[ROCm] logsumexp on ROCm needs scaling back to natural base. (#156903)

Fixes #156012 This is a temporary solution that makes context parallelism working before logsumexp behavior changes landed in AOTriton. After discussion we are not going to release AOTriton 0.10.1 to fix this due to * Even if the interface is not changed, changing the behavior of returned logsumexp tensor should still be considered as an ABI break.
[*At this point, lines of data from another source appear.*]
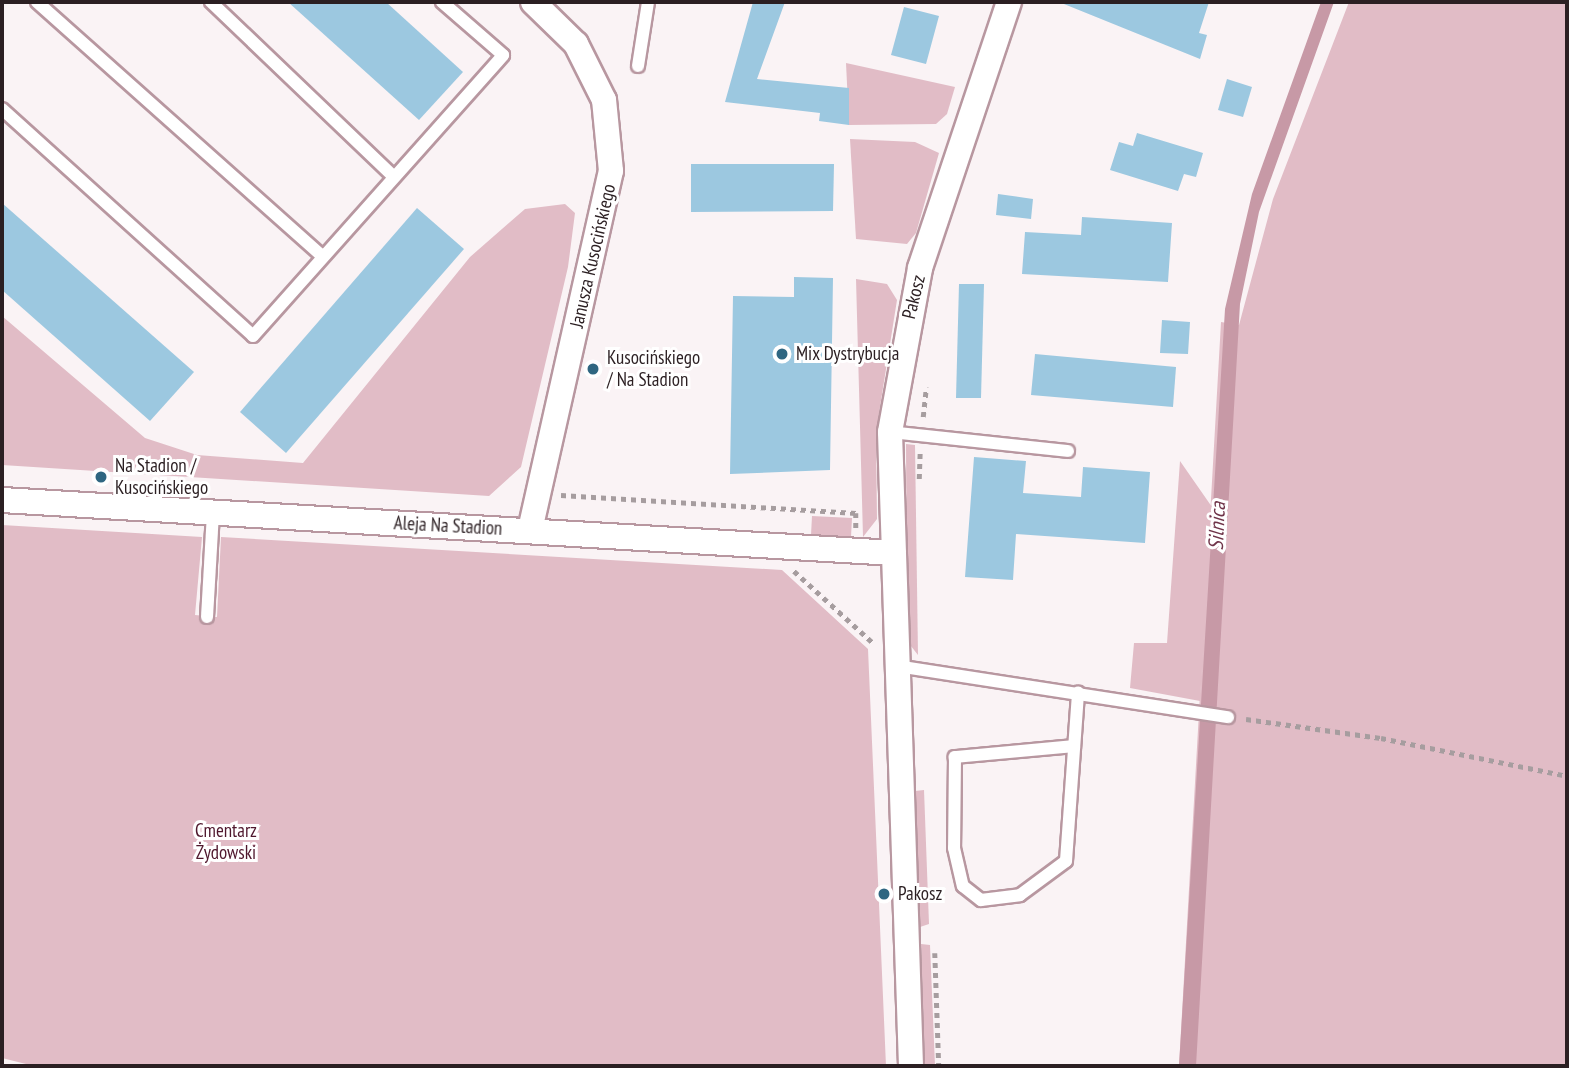 <!DOCTYPE html>
<html>
<head>
<meta charset="utf-8">
<style>
  body { margin:0 }
  #map { position:relative; width:1569px; height:1068px; overflow:hidden; background:#faf3f5; font-family:"PT Sans Narrow",sans-serif }
  div>[style] { position:absolute }
  [style*='--x'] { left:calc(var(--x)*1px); top:calc(var(--y)*1px); width:calc(var(--w)*1px); rotate:calc(var(--a)*1deg) }
  .green>* { inset:0; background:#e1bcc6 }
  .water>* { inset:0; background:#c799a6 }
  .building>* { inset:0; background:#9cc8e0 }
  .path>* { height:4.5px; margin-top:-2.25px; transform-origin:0; background:repeating-linear-gradient(90deg,#a69d9f 0 5px,transparent 0 10px) }
  .roads { filter:drop-shadow(2px 0 #b897a0) drop-shadow(-2px 0 #b897a0) drop-shadow(0 2px #b897a0) drop-shadow(0 -2px #b897a0) }
  .service>* { height:12px; margin:-6px; padding:0 6px; transform-origin:6px; border-radius:6px; background:#fff }
  .minor>* { height:24px; margin:-12px; padding:0 12px; transform-origin:12px; border-radius:12px; background:#fff }
  .dots>* { width:19px; height:19px; translate:-50% -50%; box-sizing:border-box; border:4px solid #fff; border-radius:50% }
  span { translate:-50% -50%; white-space:nowrap; text-align:center; line-height:1.15; -webkit-text-stroke:6px #fff; paint-order:stroke }
  .street-label { font-size:19px; color:#2b1f22 }
  .poi-label { font-size:19px; color:#2b1f22 }
  .left { translate:0 -50%; text-align:left }
  .park-label { font-size:19px; color:#4f172d }
  .water-label { font-size:21px; color:#6f3449; font-style:italic }
  .frame { position:absolute; inset:0; border:4px solid #2b1f22; pointer-events:none }
</style>
</head>
<body>
<div id="map">
  <div class="green">
    <div style="clip-path:polygon(1349px 2px,1567px 2px,1567px 1066px,1179px 1066px,1221px 322px,1239px 325px,1273px 199px)"></div>
    <div style="clip-path:polygon(846px 63px,955px 87px,947px 114px,936px 124px,849px 125px)"></div>
    <div style="clip-path:polygon(850px 139px,915px 142px,939px 153px,916px 233px,907px 244px,856px 239px)"></div>
    <div style="clip-path:polygon(565px 204px,575px 213px,568px 267px,521px 467px,489px 496px,2px 465px,2px 316px,145px 438px,197px 455px,303px 463px,470px 257px,525px 209px)"></div>
    <div style="clip-path:polygon(856px 279px,887px 284px,897px 300px,876px 432px,877px 519px,863px 537px)"></div>
    <div style="clip-path:polygon(906px 444px,915px 445px,918px 655px,907px 641px)"></div>
    <div style="clip-path:polygon(1180px 461px,1212px 507px,1200px 701px,1130px 688px,1134px 643px,1167px 643px)"></div>
    <div style="clip-path:polygon(812px 516px,852px 518px,851px 537px,811px 535px)"></div>
    <div style="clip-path:polygon(2px 525px,202px 537px,195px 615px,217px 617px,221px 537px,782px 570px,868px 649px,886px 1066px,34px 1066px,2px 1058px)"></div>
    <div style="clip-path:polygon(924px 790px,929px 924px,920px 927px,915px 791px)"></div>
    <div style="clip-path:polygon(921px 944px,930px 945px,935px 1066px,925px 1066px)"></div>
  </div>
  <div class="water">
    <div style="clip-path:polygon(1321px 2px,1334px 2px,1259px 212px,1240px 304px,1196px 1066px,1179px 1066px,1225px 309px,1252px 194px)"></div>
  </div>
  <div class="building">
    <div style="clip-path:polygon(288px 2px,386px 2px,463px 72px,419px 120px)"></div>
    <div style="clip-path:polygon(753px 2px,785px 2px,757px 79px,849px 88px,849px 125px,819px 121px,820px 113px,725px 102px)"></div>
    <div style="clip-path:polygon(1059px 2px,1209px 2px,1199px 33px,1207px 35px,1200px 59px)"></div>
    <div style="clip-path:polygon(904px 7px,939px 16px,926px 64px,891px 55px)"></div>
    <div style="clip-path:polygon(1227px 79px,1252px 87px,1243px 117px,1218px 110px)"></div>
    <div style="clip-path:polygon(1137px 133px,1203px 153px,1196px 177px,1184px 174px,1178px 191px,1110px 170px,1119px 142px,1133px 146px)"></div>
    <div style="clip-path:polygon(691px 164px,834px 164px,833px 211px,691px 212px)"></div>
    <div style="clip-path:polygon(998px 194px,1033px 199px,1031px 219px,996px 215px)"></div>
    <div style="clip-path:polygon(2px 203px,194px 372px,150px 421px,2px 290px)"></div>
    <div style="clip-path:polygon(417px 208px,464px 249px,286px 453px,240px 412px)"></div>
    <div style="clip-path:polygon(1082px 217px,1172px 223px,1168px 282px,1022px 274px,1025px 232px,1081px 235px)"></div>
    <div style="clip-path:polygon(794px 277px,833px 278px,830px 470px,730px 474px,733px 296px,794px 297px)"></div>
    <div style="clip-path:polygon(959px 284px,984px 284px,981px 398px,956px 398px)"></div>
    <div style="clip-path:polygon(1162px 320px,1190px 322px,1188px 354px,1160px 353px)"></div>
    <div style="clip-path:polygon(1035px 354px,1176px 367px,1173px 407px,1031px 395px)"></div>
    <div style="clip-path:polygon(974px 457px,1026px 461px,1023px 493px,1081px 497px,1083px 467px,1150px 472px,1145px 543px,1016px 534px,1013px 580px,965px 577px)"></div>
  </div>
  <div class="path">
    <div style="--x:923;--y:417;--w:30;--a:-84"></div>
    <div style="--x:919;--y:479;--w:26;--a:-88"></div>
    <div style="--x:561;--y:495;--w:296;--a:3.5"></div>
    <div style="--x:856;--y:513;--w:15;--a:90"></div>
    <div style="--x:794;--y:571;--w:107;--a:42.3"></div>
    <div style="--x:1246;--y:719;--w:136;--a:8"></div>
    <div style="--x:1381;--y:738;--w:190;--a:11.5"></div>
    <div style="--x:935;--y:953;--w:113;--a:88"></div>
  </div>
  <div class="roads">
    <div class="service">
      <div style="--x:37;--y:2;--w:383;--a:41.7"></div>
      <div style="--x:211;--y:2;--w:253;--a:43.7"></div>
      <div style="--x:638;--y:66;--w:65;--a:-81.1"></div>
      <div style="--x:2;--y:109;--w:338;--a:42.1"></div>
      <div style="--x:253;--y:336;--w:376;--a:-48.3"></div>
      <div style="--x:503;--y:55;--w:81;--a:-139"></div>
      <div style="--x:890;--y:432;--w:179;--a:6.1"></div>
      <div style="--x:207;--y:617;--w:104;--a:-86.7"></div>
      <div style="--x:897;--y:666;--w:335;--a:8.8"></div>
      <div style="--x:1074;--y:746;--w:120;--a:174.7"></div>
      <div style="--x:955;--y:757;--w:91;--a:90.6"></div>
      <div style="--x:954;--y:848;--w:39;--a:77"></div>
      <div style="--x:963;--y:886;--w:23;--a:38"></div>
      <div style="--x:981;--y:900;--w:39;--a:-7"></div>
      <div style="--x:1020;--y:895;--w:57;--a:-36.5"></div>
      <div style="--x:1066;--y:861;--w:169;--a:-85.9"></div>
    </div>
    <div class="minor">
      <div style="--x:2;--y:500;--w:893;--a:3.4"></div>
      <div style="--x:530;--y:530;--w:368;--a:-77.3"></div>
      <div style="--x:611;--y:171;--w:71;--a:-95.6"></div>
      <div style="--x:604;--y:100;--w:63;--a:-116.6"></div>
      <div style="--x:576;--y:44;--w:60;--a:-135.7"></div>
      <div style="--x:911;--y:1066;--w:634;--a:-91.9"></div>
      <div style="--x:890;--y:432;--w:167;--a:-79.6"></div>
      <div style="--x:920;--y:268;--w:280;--a:-71.5"></div>
    </div>
  </div>
  <div class="dots">
    <div style="left:782px;top:354px;background:#2f6681"></div>
    <div style="left:593px;top:369px;background:#2f6681"></div>
    <div style="left:101px;top:477px;background:#2f6681"></div>
    <div style="left:884px;top:894px;background:#2f6681"></div>
  </div>
  <div class="street-label">
    <span style="left:593px;top:256px;rotate:-77deg">Janusza Kusocińskiego</span>
    <span style="left:914px;top:297px;rotate:-76deg">Pakosz</span>
    <span style="left:448px;top:526px;rotate:3deg">Aleja Na Stadion</span>
  </div>
  <div class="poi-label">
    <span class="left" style="left:796px;top:354px">Mix Dystrybucja</span>
    <span class="left" style="left:607px;top:369px">Kusocińskiego<br>/ Na Stadion</span>
    <span class="left" style="left:115px;top:477px">Na Stadion /<br>Kusocińskiego</span>
    <span class="left" style="left:898px;top:894px">Pakosz</span>
  </div>
  <div class="park-label">
    <span style="left:226px;top:842px">Cmentarz<br>Żydowski</span>
  </div>
  <div class="water-label">
    <span style="left:1217px;top:526px;rotate:-87deg">Silnica</span>
  </div>
  <div class="frame"></div>
</div>
</body>
</html>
Such changes do not fall into the "ABI compatible" category and should be postponed to next release. * AOTriton 0.11 is scheduled to be released before end of July, which is less than five weeks Pull Request resolved: https://github.com/pytorch/pytorch/pull/156903 Approved by: https://github.com/jeffdaily, https://github.com/XilunWu
2025-12-06 12:20:52 +01:00 · 2025-07-14 02:50:36 +00:00 · 2025-07-14 02:50:36 +00:00 · 1ea9cde598
commit 1ea9cde598
parent edb92e16ba
1 changed files with 18 additions and 0 deletions
--- a/torch/distributed/tensor/experimental/_attention.py
+++ b/torch/distributed/tensor/experimental/_attention.py
@ -43,6 +43,16 @@ class _RotateMethod(Enum):
 aten = torch.ops.aten
 logger = logging.getLogger(__name__)

+_is_hip: bool = hasattr(torch.version, "hip") and torch.version.hip is not None
+if _is_hip:
+    gcn_arch_name = torch.cuda.get_device_properties("cuda").gcnArchName
+    _is_ck_supported = False
+    for arch in ["gfx942", "gfx950"]:
+        if arch in gcn_arch_name:
+            _is_ck_supported = True
+    _preferred_rocm_fa_library = torch.backends.cuda.preferred_rocm_fa_library
+    _CK_BACKEND = torch.backends.cuda._ROCmFABackends["ck"]
+

 class _DispatchMode(Enum):
    MONKEY_PATCH = auto()
@ -446,6 +456,14 @@ def _templated_ring_attention(
            is_causal=is_causal_behavior.value,
            **kwargs,
        )
+        if _is_hip:  # See: https://github.com/pytorch/pytorch/issues/156012
+            need_scaling = True
+            # Note: it is possible that CK is seleted but not compiled in the binary.
+            if _is_ck_supported and _preferred_rocm_fa_library() == _CK_BACKEND:
+                # Unsure about CK's behavior, keep logsumexp untouched
+                need_scaling = False
+            if need_scaling:
+                logsumexp *= 0.6931471805599453
        sdpa_merger.step(out, logsumexp, partial)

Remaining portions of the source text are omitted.